The Environment Is Not Separate from Ministry
There is a tendency to view environmental concerns as issues for scientists, governments, or activists. But the effects of environmental change are ultimately human issues , and wherever people are affected, the church is inevitably affected as well. When communities experience flooding, hurricanes, extreme heat, food insecurity, or rising living costs linked to environmental disruptions, church members experience those same realities. Families may lose homes, livelihoods, and access to basic necessities. Uncertainty becomes the new normal. As a result, churches often find themselves responding to the social consequences of environmental events long before they engage in conversations about environmental policy.
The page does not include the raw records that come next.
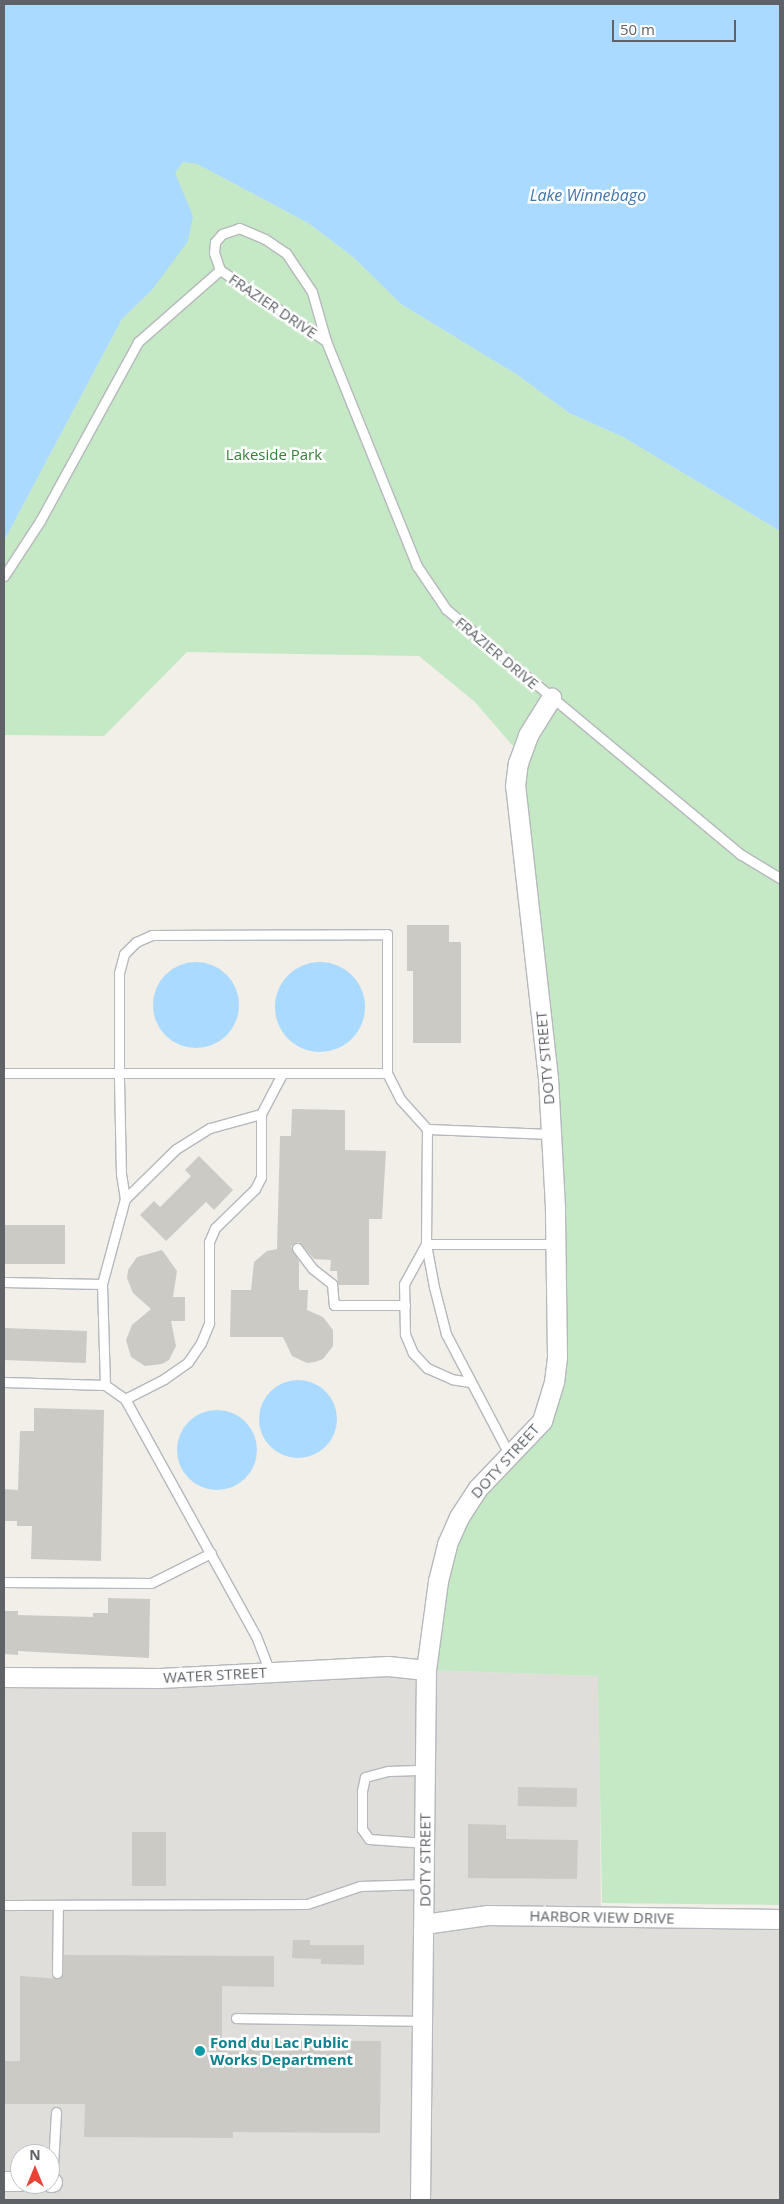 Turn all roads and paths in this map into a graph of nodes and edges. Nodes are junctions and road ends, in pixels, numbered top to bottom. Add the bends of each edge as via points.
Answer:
1 (220, 270) junction
2 (326, 341) junction
3 (4, 576) edge
4 (551, 698) junction
5 (780, 878) edge
6 (387, 1073) junction
7 (4, 1074) edge
8 (282, 1074) junction
9 (119, 1075) junction
10 (261, 1114) junction
11 (427, 1129) junction
12 (551, 1134) junction
13 (125, 1199) junction
14 (426, 1244) junction
15 (555, 1244) junction
16 (297, 1248) dead end
17 (4, 1282) edge
18 (102, 1284) junction
19 (404, 1305) junction
20 (4, 1382) edge
21 (470, 1382) junction
22 (105, 1384) junction
23 (125, 1399) junction
24 (509, 1454) junction
25 (211, 1553) junction
26 (4, 1582) edge
27 (426, 1670) junction
28 (270, 1672) junction
29 (4, 1677) edge
30 (425, 1770) junction
31 (425, 1844) junction
32 (424, 1884) junction
33 (58, 1904) junction
34 (4, 1905) edge
35 (780, 1919) edge
36 (424, 1924) junction
37 (57, 1973) dead end
38 (236, 2018) dead end
39 (423, 2021) junction
40 (56, 2112) dead end
41 (54, 2144) edge
42 (420, 2200) edge

1 - 2 lane, FRAZIER DRIVE
1 - 2 lane, FRAZIER DRIVE via 214,253 215,242 231,230 239,228 286,253 312,292
1 - 3 lane via 138,342 40,522
2 - 4 lane, FRAZIER DRIVE via 428,586 458,621
4 - 5 lane, FRAZIER DRIVE via 740,854
4 - 12 street, DOTY STREET via 528,735 518,763 515,786 543,1020
6 - 8 lane
6 - 9 lane via 387,934 162,935 136,942 124,954 119,973
6 - 11 lane via 401,1100
7 - 9 lane
8 - 9 lane
8 - 10 lane
9 - 13 lane via 120,1174
10 - 13 lane via 203,1132 176,1149
10 - 23 lane via 261,1177 255,1189 214,1228 209,1242 209,1323 201,1343 188,1362 164,1379
11 - 12 lane
11 - 14 lane
12 - 15 street, DOTY STREET
13 - 18 lane
14 - 15 lane
14 - 19 lane via 404,1284
14 - 21 lane via 446,1334
15 - 24 street, DOTY STREET via 557,1357 554,1382 542,1421
16 - 19 lane via 313,1269 332,1284 334,1305
17 - 18 lane
18 - 22 lane via 106,1330
19 - 21 lane via 405,1334 413,1353 427,1368 452,1379
20 - 22 lane
21 - 24 lane
22 - 23 lane
23 - 25 lane
24 - 27 street, DOTY STREET via 477,1489 459,1516 447,1544 438,1581
25 - 26 lane via 151,1583
25 - 28 lane via 256,1636
27 - 28 street, WATER STREET via 388,1666
27 - 30 street, DOTY STREET
28 - 29 street, WATER STREET via 160,1678
30 - 31 street, DOTY STREET
30 - 31 lane via 388,1771 365,1777 362,1791 362,1829 369,1838
31 - 32 street, DOTY STREET
32 - 33 lane via 360,1886 307,1904
32 - 36 street, DOTY STREET
33 - 34 lane
33 - 37 lane
35 - 36 street, HARBOR VIEW DRIVE via 487,1916
36 - 39 street, DOTY STREET
38 - 39 lane
39 - 42 street, DOTY STREET
40 - 41 lane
Climate-related challenges become pastoral challenges.
The Caribbean Reality
For churches across the Caribbean, the intersection of faith and environment is not abstract. It is immediate. The numbers are sobering. According to the United Nations, Caribbean Small Island Developing States (SIDS) are responsible for less than 1% of global greenhouse gas emissions, yet they are among the most affected by climate change impacts. From 1970 to 2020, SIDS lost US$153 billion due to weather extremes, a staggering figure relative to their average GDP of $13.7 billion. The 2024 Lancet Countdown on Health and Climate Change further found that income losses in the Caribbean subregion in 2023 alone were equivalent to the annual earnings of approximately 24,600 people.
The disproportionate burden is both an economic and a moral issue. On the ground, these statistics translate into devastated communities, and overstretched churches. Hurricane Melissa, which struck Jamaica as a Category 5 storm in late 2025, offers a recent and vivid example. According to Christianity Today, the Jamaica Baptist Union's 340 member churches were mapped with coloured pins: white for intact, yellow for damaged, red for severely damaged or destroyed, and the red and yellow dots followed the storm's path across the island. The Church of God reported that 28 of its 55 most affected congregations sustained direct building damage, ranging from roof loss to total destruction, with over 1,600 members identified as needing aid.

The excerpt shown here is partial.